We didn't come to be polite about it.
Extinction Rebellion was born in 2018 out of a simple and devastating recognition: the ecological and climate crisis is not a policy problem to be managed. It is an emergency — and emergencies demand responses that match their scale. Within a year of our founding Declaration of Rebellion, 10,000 people had taken to the streets of London, and the UK Parliament had declared a Climate Emergency for the first time in history.
Our method is nonviolent direct action: peaceful, creative, disruptive. We draw on a long lineage — Gandhi, the Suffragettes, the American Civil Rights Movement — that shows how organised civil disobedience can shift what governments believe is politically possible. Our three demands have stayed constant: tell the truth, act now, and create Citizens’ Assemblies to lead the democratic response. We are not a campaign with a head office and a strategy team. We are a self-organising network of people who have decided that waiting is no longer an option.
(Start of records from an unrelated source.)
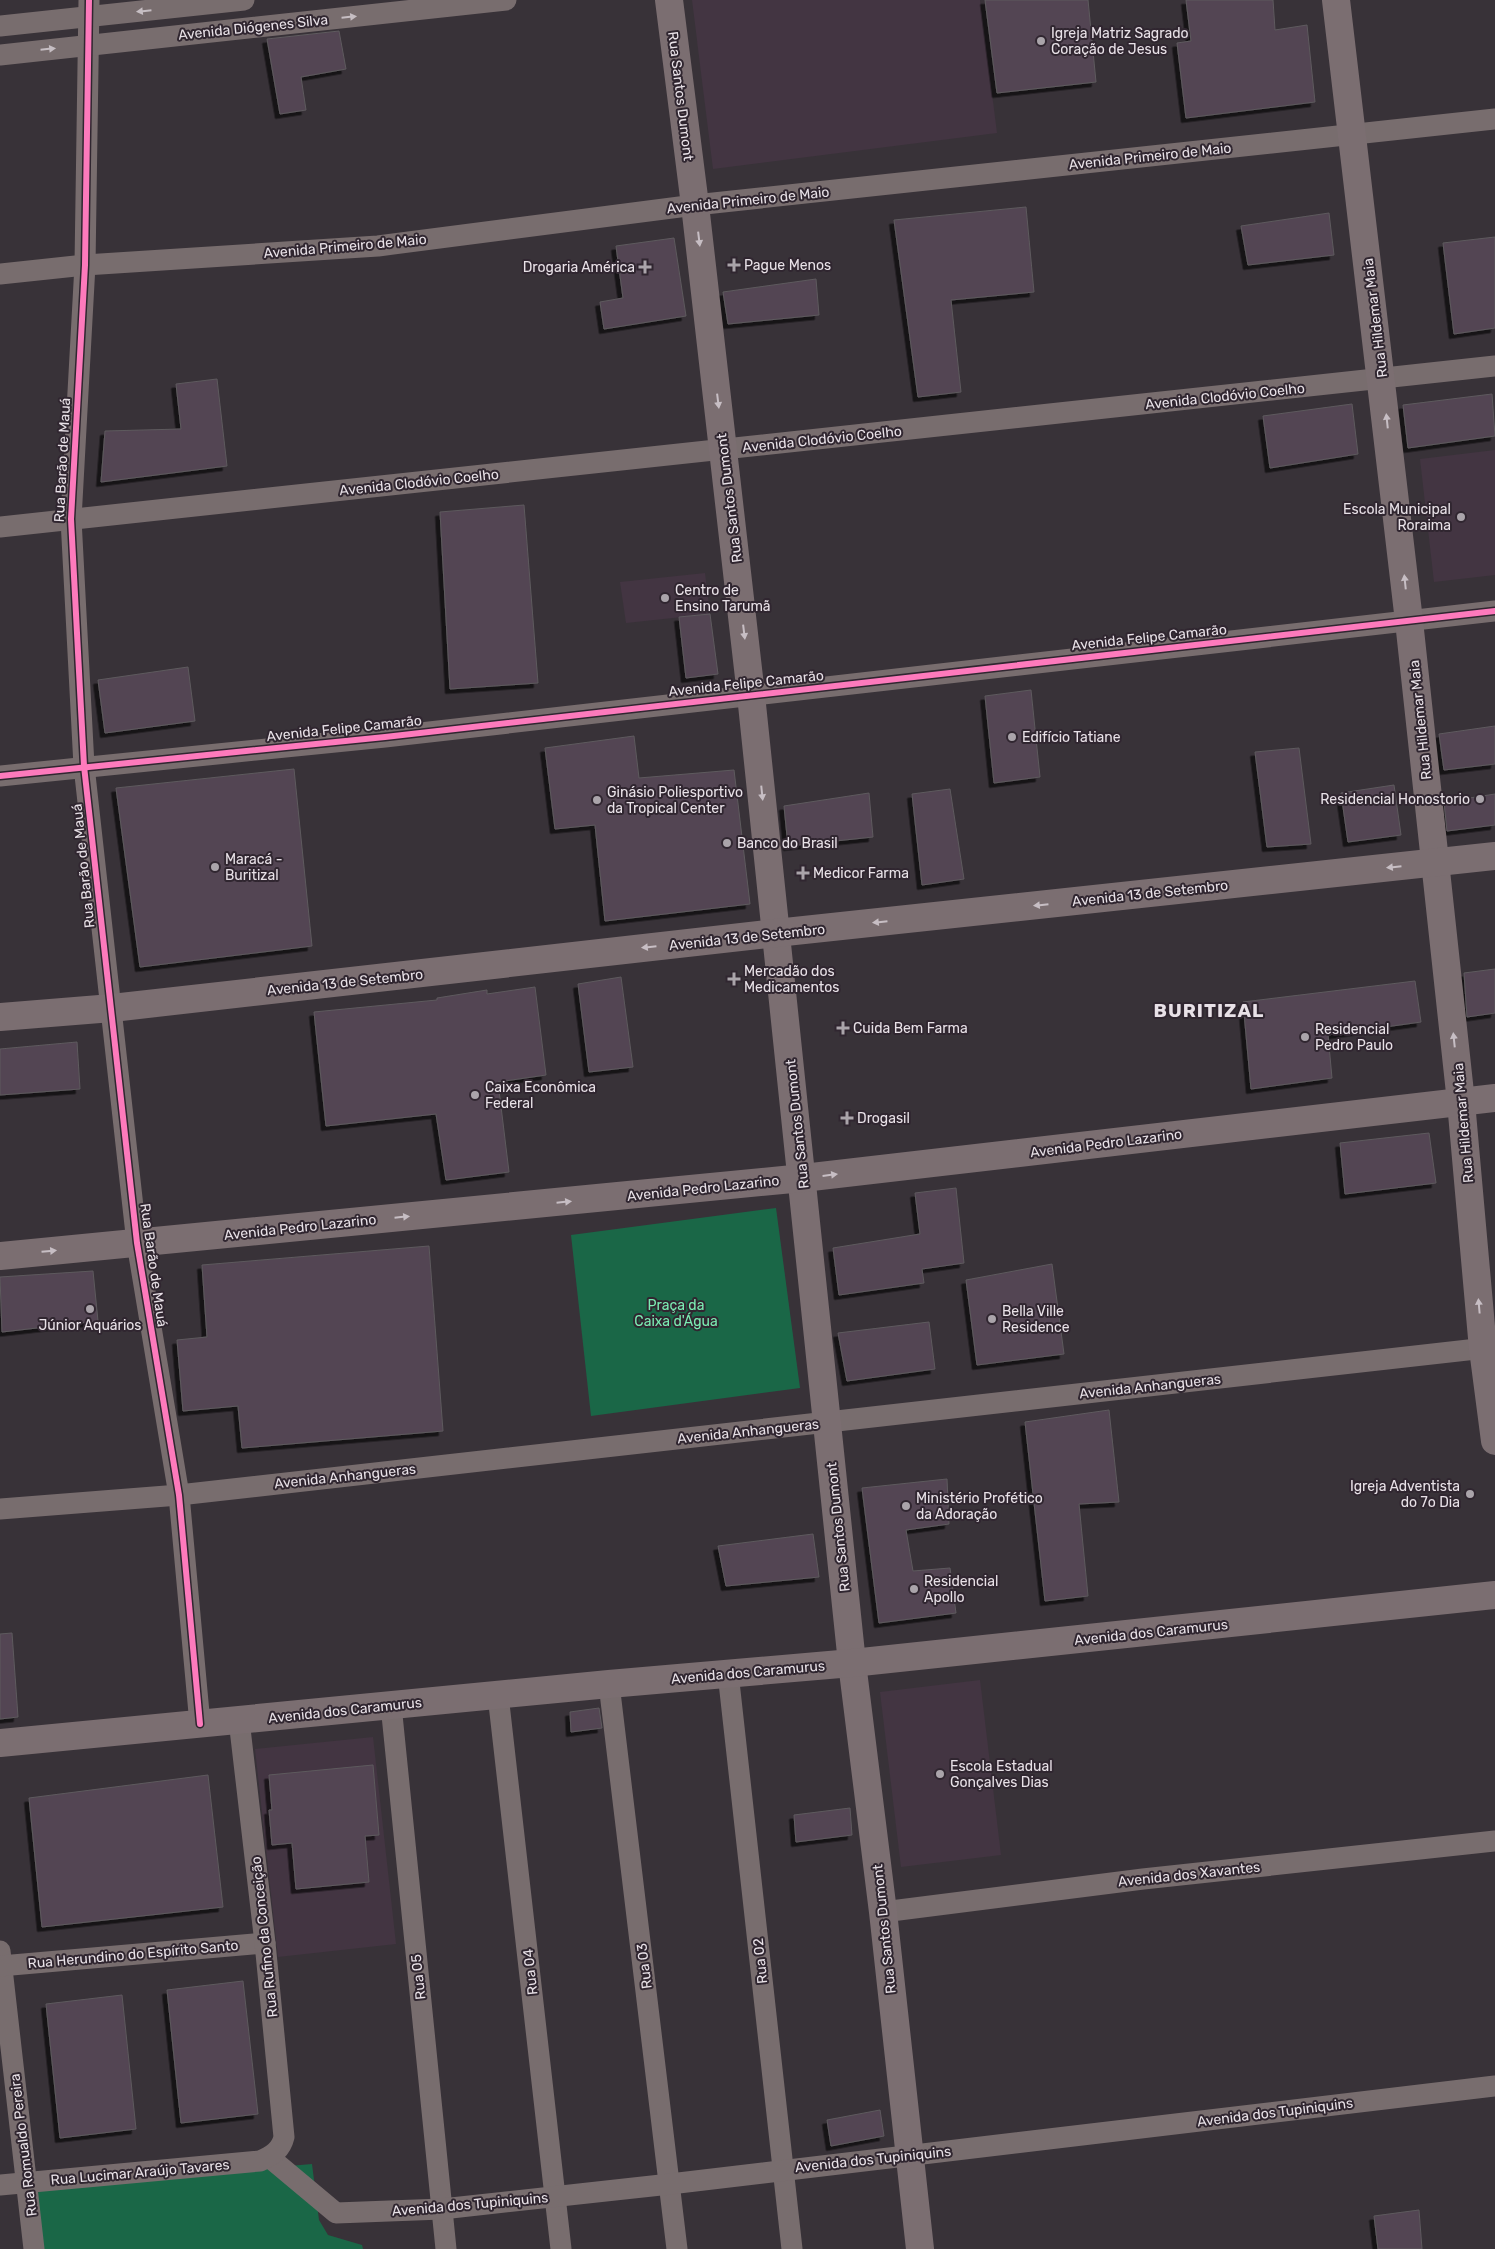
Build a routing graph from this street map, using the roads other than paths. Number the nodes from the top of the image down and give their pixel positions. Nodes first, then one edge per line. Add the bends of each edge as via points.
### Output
1 (244, 0) edge
2 (506, 0) edge
3 (669, 0) edge
4 (1336, 0) edge
5 (449, 3) edge
6 (89, 8) edge
7 (0, 26) edge
8 (89, 44) junction
9 (0, 54) edge
10 (1495, 119) edge
11 (1353, 134) junction
12 (695, 205) junction
13 (84, 265) junction
14 (0, 274) edge
15 (1495, 366) edge
16 (1382, 379) junction
17 (723, 449) junction
18 (71, 519) junction
19 (0, 527) edge
20 (1495, 611) edge
21 (1410, 621) junction
22 (751, 695) junction
23 (84, 766) junction
24 (0, 776) edge
25 (1495, 856) edge
26 (1434, 863) junction
27 (776, 933) junction
28 (112, 1008) junction
29 (0, 1017) edge
30 (1495, 1098) edge
31 (1461, 1102) junction
32 (803, 1178) junction
33 (137, 1243) junction
34 (0, 1256) edge
35 (1489, 1348) edge
36 (827, 1422) junction
37 (1495, 1442) edge
38 (179, 1495) junction
39 (0, 1509) edge
40 (1495, 1595) edge
41 (852, 1663) junction
42 (728, 1673) junction
43 (609, 1684) junction
44 (498, 1695) junction
45 (391, 1705) junction
46 (239, 1720) junction
47 (200, 1724) junction
48 (0, 1743) edge
49 (1495, 1841) edge
50 (883, 1912) junction
51 (265, 1943) junction
52 (1, 1961) edge
53 (1495, 2086) edge
54 (273, 2154) junction
55 (909, 2156) junction
56 (783, 2169) junction
57 (28, 2182) junction
58 (670, 2184) junction
59 (0, 2185) edge
60 (555, 2197) junction
61 (442, 2209) junction
62 (34, 2249) edge
63 (446, 2249) edge
64 (561, 2249) edge
65 (677, 2249) edge
66 (792, 2249) edge
67 (920, 2249) edge

1 -> 6 street, Avenida Diógenes Silva
2 - 5 street, Avenida Diógenes Silva
3 - 12 main road, Rua Santos Dumont
4 - 11 main road, Rua Hildemar Maia
8 -> 5 street, Avenida Diógenes Silva
6 - 7 street, Avenida Diógenes Silva
6 - 8 street, Rua Barão de Mauá
9 -> 8 street, Avenida Diógenes Silva
8 - 13 street, Rua Barão de Mauá
10 - 11 street, Avenida Primeiro de Maio
11 - 12 street, Avenida Primeiro de Maio
11 - 16 main road, Rua Hildemar Maia
12 - 13 street, Avenida Primeiro de Maio via 378,246
12 -> 17 main road, Rua Santos Dumont
13 - 14 street, Avenida Primeiro de Maio
13 - 18 street, Rua Barão de Mauá
15 - 16 street, Avenida Clodóvio Coelho
16 - 17 street, Avenida Clodóvio Coelho
21 -> 16 main road, Rua Hildemar Maia
17 - 18 street, Avenida Clodóvio Coelho
17 -> 22 main road, Rua Santos Dumont
18 - 19 street, Avenida Clodóvio Coelho
18 - 23 street, Rua Barão de Mauá
20 - 21 street, Avenida Felipe Camarão
21 - 22 street, Avenida Felipe Camarão
21 - 26 main road, Rua Hildemar Maia
22 - 23 street, Avenida Felipe Camarão via 385,737
22 -> 27 main road, Rua Santos Dumont
23 - 24 street, Avenida Felipe Camarão
23 - 28 street, Rua Barão de Mauá
25 - 26 main road, Avenida 13 de Setembro
26 -> 27 main road, Avenida 13 de Setembro
31 -> 26 main road, Rua Hildemar Maia
27 -> 28 main road, Avenida 13 de Setembro
27 - 32 main road, Rua Santos Dumont
28 - 29 main road, Avenida 13 de Setembro
28 - 33 street, Rua Barão de Mauá
30 - 31 main road, Avenida Pedro Lazarino
32 -> 31 main road, Avenida Pedro Lazarino
35 -> 31 main road, Rua Hildemar Maia
33 -> 32 main road, Avenida Pedro Lazarino
32 - 36 main road, Rua Santos Dumont
34 -> 33 main road, Avenida Pedro Lazarino
33 - 38 street, Rua Barão de Mauá
35 - 36 street, Avenida Anhangueras
35 - 37 main road, Rua Hildemar Maia
36 - 38 street, Avenida Anhangueras
36 - 41 main road, Rua Santos Dumont
38 - 39 street, Avenida Anhangueras
38 - 47 street, Rua Barão de Mauá
40 - 41 main road, Avenida dos Caramurus
41 - 42 main road, Avenida dos Caramurus
41 - 50 main road, Rua Santos Dumont
42 - 43 main road, Avenida dos Caramurus
42 - 56 street, Rua 02
43 - 44 main road, Avenida dos Caramurus
43 - 58 street, Rua 03
44 - 45 main road, Avenida dos Caramurus
44 - 60 street, Rua 04
45 - 46 main road, Avenida dos Caramurus
45 - 61 street, Rua 05
46 - 47 main road, Avenida dos Caramurus
46 - 51 street, Rua Rufino da Conceição
47 - 48 main road, Avenida dos Caramurus
49 - 50 street, Avenida dos Xavantes via 1143,1879
50 - 55 main road, Rua Santos Dumont
51 - 52 street, Rua Herundino do Espírito Santo
51 - 54 street, Rua Rufino da Conceição via 284,2137 282,2145
52 - 57 street, Rua Romualdo Pereira
53 - 55 street, Avenida dos Tupiniquins
54 - 57 street, Rua Lucimar Araújo Tavares via 260,2161
54 - 61 street, Avenida dos Tupiniquins via 336,2213
55 - 56 street, Avenida dos Tupiniquins
55 - 67 main road, Rua Santos Dumont
56 - 58 street, Avenida dos Tupiniquins
56 - 66 street, Rua 02
57 - 59 street, Rua Lucimar Araújo Tavares
57 - 62 street, Rua Romualdo Pereira
58 - 60 street, Avenida dos Tupiniquins
58 - 65 street, Rua 03
60 - 61 street, Avenida dos Tupiniquins
60 - 64 street, Rua 04
61 - 63 street, Rua 05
We know we are not for everyone in this field. Some find our approach too confrontational, too urgent, too willing to court arrest. That is a fair conversation to have. What we would say is this: XR has always insisted on what it calls “regenerative culture” — the understanding that sustainable activism requires care, community, and inner resilience alongside outer action. The rebellion and the inner life are not opposites. They need each other.